ABSTRACT

The geography of airline flows, both the supply and the demand, results from three main drivers: 1) the geography of prior accumulations (of capital, business activities, administrative functions, immigrants and tourist facilities) and of interactions (e.g. headquarters vs. their subsidiaries, tourists vs. tourist spaces and immigrants vs. their home country) that fundamentally shape the need for mobility (see Derudder and Witlox, this volume); 2) airline strategies that tend to reply to these needs or to induce them; and 3) both national and international regulations that define the environment in which the airlines can (or cannot) expand. Within this basic framework, Europe has witnessed some major changes. Firstly, the formation and expansion of the European Union (EU) created a free market now involving 28 members, mostly extended to the European Economic Area (EEA) 1 and Switzerland. This policy notably led to firms’ concentrations and relocations, more intra-EU international trade, and more medium- and long-distance travel.
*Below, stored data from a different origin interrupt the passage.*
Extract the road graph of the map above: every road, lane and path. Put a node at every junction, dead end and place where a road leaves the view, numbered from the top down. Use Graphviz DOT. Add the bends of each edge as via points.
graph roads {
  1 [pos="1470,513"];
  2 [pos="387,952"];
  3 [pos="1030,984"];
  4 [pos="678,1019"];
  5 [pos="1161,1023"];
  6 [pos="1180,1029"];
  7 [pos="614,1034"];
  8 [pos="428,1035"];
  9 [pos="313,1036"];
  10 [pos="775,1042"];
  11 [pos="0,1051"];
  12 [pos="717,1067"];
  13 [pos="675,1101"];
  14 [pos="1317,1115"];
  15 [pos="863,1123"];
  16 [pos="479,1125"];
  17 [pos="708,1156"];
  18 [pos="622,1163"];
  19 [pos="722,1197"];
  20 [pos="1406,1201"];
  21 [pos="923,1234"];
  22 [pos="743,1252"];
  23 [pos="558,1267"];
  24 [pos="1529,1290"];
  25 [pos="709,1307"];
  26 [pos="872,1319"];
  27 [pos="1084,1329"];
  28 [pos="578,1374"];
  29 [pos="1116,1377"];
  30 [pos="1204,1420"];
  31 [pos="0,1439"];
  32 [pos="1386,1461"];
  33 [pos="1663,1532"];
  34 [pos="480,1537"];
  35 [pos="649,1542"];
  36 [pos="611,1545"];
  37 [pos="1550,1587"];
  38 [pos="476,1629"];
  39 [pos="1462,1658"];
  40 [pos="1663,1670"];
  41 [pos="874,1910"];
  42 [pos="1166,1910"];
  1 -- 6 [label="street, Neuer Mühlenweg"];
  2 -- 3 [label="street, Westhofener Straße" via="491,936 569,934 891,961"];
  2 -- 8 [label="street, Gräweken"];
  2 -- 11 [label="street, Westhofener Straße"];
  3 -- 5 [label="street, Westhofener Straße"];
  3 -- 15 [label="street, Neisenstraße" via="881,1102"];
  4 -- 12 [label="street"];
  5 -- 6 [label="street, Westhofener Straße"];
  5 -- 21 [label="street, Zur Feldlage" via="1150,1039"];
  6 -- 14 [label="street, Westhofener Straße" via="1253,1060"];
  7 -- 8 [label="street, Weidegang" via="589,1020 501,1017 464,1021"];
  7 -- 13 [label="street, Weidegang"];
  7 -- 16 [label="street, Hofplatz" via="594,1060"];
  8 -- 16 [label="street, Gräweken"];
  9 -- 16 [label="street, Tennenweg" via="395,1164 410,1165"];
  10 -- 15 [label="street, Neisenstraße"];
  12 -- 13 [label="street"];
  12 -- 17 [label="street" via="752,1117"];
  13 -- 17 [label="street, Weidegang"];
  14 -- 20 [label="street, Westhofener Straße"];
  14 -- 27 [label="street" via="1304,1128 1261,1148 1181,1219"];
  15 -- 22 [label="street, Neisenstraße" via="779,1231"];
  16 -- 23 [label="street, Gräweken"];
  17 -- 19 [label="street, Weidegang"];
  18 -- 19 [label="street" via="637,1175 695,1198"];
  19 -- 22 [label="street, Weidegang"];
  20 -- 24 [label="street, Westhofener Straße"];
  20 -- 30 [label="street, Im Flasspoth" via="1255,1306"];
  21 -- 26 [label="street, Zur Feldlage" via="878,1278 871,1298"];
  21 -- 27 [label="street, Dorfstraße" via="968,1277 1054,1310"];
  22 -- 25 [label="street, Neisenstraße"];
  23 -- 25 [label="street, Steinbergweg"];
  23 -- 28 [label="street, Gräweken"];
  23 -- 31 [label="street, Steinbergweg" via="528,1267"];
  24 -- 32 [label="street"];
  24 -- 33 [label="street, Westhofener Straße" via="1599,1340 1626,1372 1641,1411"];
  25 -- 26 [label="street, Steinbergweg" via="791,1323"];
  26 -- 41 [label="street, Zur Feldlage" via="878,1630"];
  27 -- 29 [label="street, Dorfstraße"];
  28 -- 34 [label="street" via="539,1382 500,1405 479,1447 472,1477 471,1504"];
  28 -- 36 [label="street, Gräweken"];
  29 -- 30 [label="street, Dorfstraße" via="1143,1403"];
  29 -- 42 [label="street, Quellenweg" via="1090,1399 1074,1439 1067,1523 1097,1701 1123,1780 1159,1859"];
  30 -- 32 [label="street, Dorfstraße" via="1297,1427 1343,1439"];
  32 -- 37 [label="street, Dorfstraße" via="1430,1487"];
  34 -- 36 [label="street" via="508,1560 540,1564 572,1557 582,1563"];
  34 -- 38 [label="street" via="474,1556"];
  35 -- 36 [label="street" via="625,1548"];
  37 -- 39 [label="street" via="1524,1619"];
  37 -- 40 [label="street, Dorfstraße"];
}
Europe was also the scene of major geopolitical changes with the disintegration of the communist bloc, the subsequent turn of many East Central European countries to Western Europe, notably through joining the EU, and the breakup of the former USSR, Czechoslovakia and Yugoslavia. Finally, a large part of the European airline market was almost totally liberalised, giving to the airlines a key position in drawing up networks.